▶ [Supplied data]:

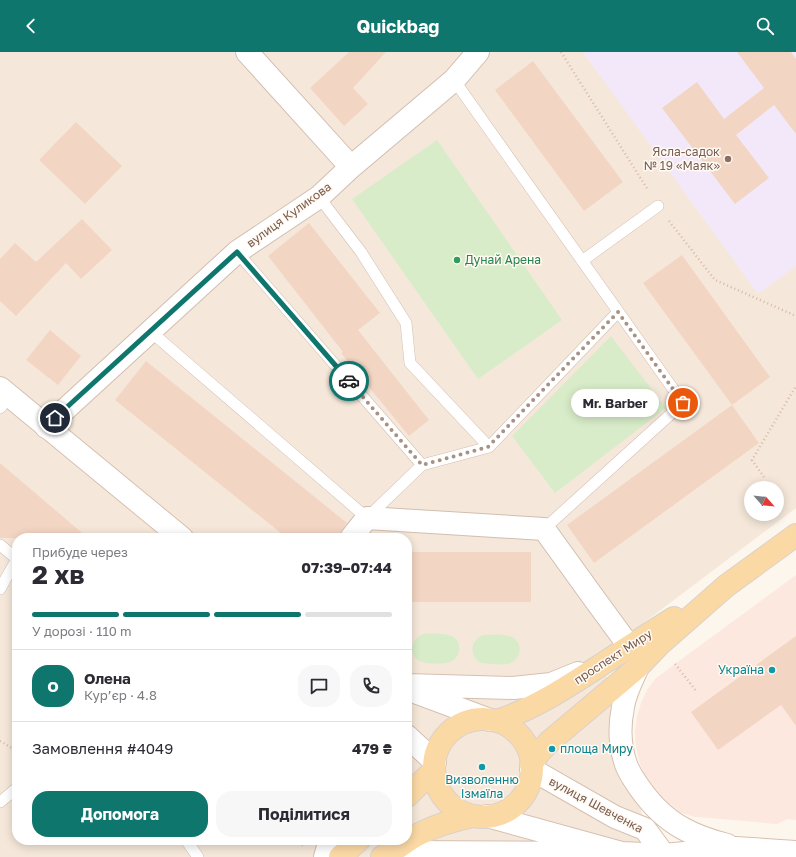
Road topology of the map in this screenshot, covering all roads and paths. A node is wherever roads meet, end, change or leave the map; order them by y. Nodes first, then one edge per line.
1 (247, 52) edge
2 (478, 52) edge
3 (561, 52) edge
4 (454, 80) junction
5 (351, 167) junction
6 (319, 197) junction
7 (658, 206) junction
8 (237, 252) junction
9 (582, 261) junction
10 (618, 312) junction
11 (796, 316) edge
12 (150, 331) junction
13 (796, 386) edge
14 (3, 398) edge
15 (46, 427) junction
16 (488, 447) junction
17 (422, 465) junction
18 (764, 478) dead end
19 (367, 518) junction
20 (544, 529) junction
21 (176, 533) edge
22 (355, 533) edge
23 (796, 535) edge
24 (0, 545) edge
25 (12, 555) edge
26 (12, 568) edge
27 (726, 586) junction
28 (0, 589) edge
29 (629, 646) junction
30 (675, 663) dead end
31 (638, 668) junction
32 (412, 685) edge
33 (412, 692) edge
34 (697, 692) dead end
35 (493, 720) junction
36 (0, 741) edge
37 (412, 742) edge
38 (12, 748) edge
39 (434, 766) junction
40 (531, 767) junction
41 (412, 790) edge
42 (12, 792) edge
43 (642, 792) junction
44 (0, 802) edge
45 (480, 816) junction
46 (645, 829) junction
47 (412, 838) edge
48 (190, 845) edge
49 (329, 845) edge
50 (353, 845) edge
51 (401, 845) edge
52 (736, 848) junction
53 (796, 852) edge
54 (622, 853) junction
55 (387, 854) edge
56 (664, 855) junction
57 (198, 857) edge
58 (325, 857) edge
59 (340, 857) edge

1 - 5 main road
2 - 4 main road, вулиця Куликова
3 - 7 path
4 - 5 main road, вулиця Куликова
4 - 9 lane
5 - 6 main road, вулиця Куликова
6 - 8 main road, вулиця Куликова
6 - 16 lane
7 - 9 lane
7 - 11 path
8 - 12 main road, вулиця Куликова
8 - 17 lane
9 - 10 lane
10 - 16 lane
10 - 20 lane
12 - 15 main road, вулиця Куликова
12 - 19 lane
13 - 18 path
14 - 15 main road
15 - 21 main road
16 - 17 lane
17 - 19 lane
19 - 20 main road
19 - 22 main road
20 - 29 main road
23 - 27 main road, проспект Миру
24 - 25 lane
26 - 28 lane
27 - 29 main road, проспект Миру
27 - 31 main road, проспект Миру
29 - 32 main road
29 - 35 main road, проспект Миру
30 - 34 path
31 - 40 main road, проспект Миру
31 - 43 main road
33 - 35 main road
35 - 39 main road
35 - 40 main road
36 - 38 path
37 - 39 main road
39 - 41 main road
39 - 45 main road
40 - 45 main road
40 - 46 main road, вулиця Шевченка
42 - 44 lane
43 - 46 main road
43 - 52 main road
45 - 47 main road
45 - 54 main road
46 - 56 main road, вулиця Шевченка
48 - 57 lane
49 - 58 main road
50 - 59 main road
51 - 55 main road
52 - 53 main road
52 - 56 main road
54 - 55 main road
54 - 56 main road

▶ [Task details]:
All records must be output exactly as they are, except for the pictures, which are left out.

▶ [Task solution]:
Road topology of the map in this screenshot, covering all roads and paths. A node is wherever roads meet, end, change or leave the map; order them by y. Nodes first, then one edge per line.
1 (247, 52) edge
2 (478, 52) edge
3 (561, 52) edge
4 (454, 80) junction
5 (351, 167) junction
6 (319, 197) junction
7 (658, 206) junction
8 (237, 252) junction
9 (582, 261) junction
10 (618, 312) junction
11 (796, 316) edge
12 (150, 331) junction
13 (796, 386) edge
14 (3, 398) edge
15 (46, 427) junction
16 (488, 447) junction
17 (422, 465) junction
18 (764, 478) dead end
19 (367, 518) junction
20 (544, 529) junction
21 (176, 533) edge
22 (355, 533) edge
23 (796, 535) edge
24 (0, 545) edge
25 (12, 555) edge
26 (12, 568) edge
27 (726, 586) junction
28 (0, 589) edge
29 (629, 646) junction
30 (675, 663) dead end
31 (638, 668) junction
32 (412, 685) edge
33 (412, 692) edge
34 (697, 692) dead end
35 (493, 720) junction
36 (0, 741) edge
37 (412, 742) edge
38 (12, 748) edge
39 (434, 766) junction
40 (531, 767) junction
41 (412, 790) edge
42 (12, 792) edge
43 (642, 792) junction
44 (0, 802) edge
45 (480, 816) junction
46 (645, 829) junction
47 (412, 838) edge
48 (190, 845) edge
49 (329, 845) edge
50 (353, 845) edge
51 (401, 845) edge
52 (736, 848) junction
53 (796, 852) edge
54 (622, 853) junction
55 (387, 854) edge
56 (664, 855) junction
57 (198, 857) edge
58 (325, 857) edge
59 (340, 857) edge

1 - 5 main road
2 - 4 main road, вулиця Куликова
3 - 7 path
4 - 5 main road, вулиця Куликова
4 - 9 lane
5 - 6 main road, вулиця Куликова
6 - 8 main road, вулиця Куликова
6 - 16 lane
7 - 9 lane
7 - 11 path
8 - 12 main road, вулиця Куликова
8 - 17 lane
9 - 10 lane
10 - 16 lane
10 - 20 lane
12 - 15 main road, вулиця Куликова
12 - 19 lane
13 - 18 path
14 - 15 main road
15 - 21 main road
16 - 17 lane
17 - 19 lane
19 - 20 main road
19 - 22 main road
20 - 29 main road
23 - 27 main road, проспект Миру
24 - 25 lane
26 - 28 lane
27 - 29 main road, проспект Миру
27 - 31 main road, проспект Миру
29 - 32 main road
29 - 35 main road, проспект Миру
30 - 34 path
31 - 40 main road, проспект Миру
31 - 43 main road
33 - 35 main road
35 - 39 main road
35 - 40 main road
36 - 38 path
37 - 39 main road
39 - 41 main road
39 - 45 main road
40 - 45 main road
40 - 46 main road, вулиця Шевченка
42 - 44 lane
43 - 46 main road
43 - 52 main road
45 - 47 main road
45 - 54 main road
46 - 56 main road, вулиця Шевченка
48 - 57 lane
49 - 58 main road
50 - 59 main road
51 - 55 main road
52 - 53 main road
52 - 56 main road
54 - 55 main road
54 - 56 main road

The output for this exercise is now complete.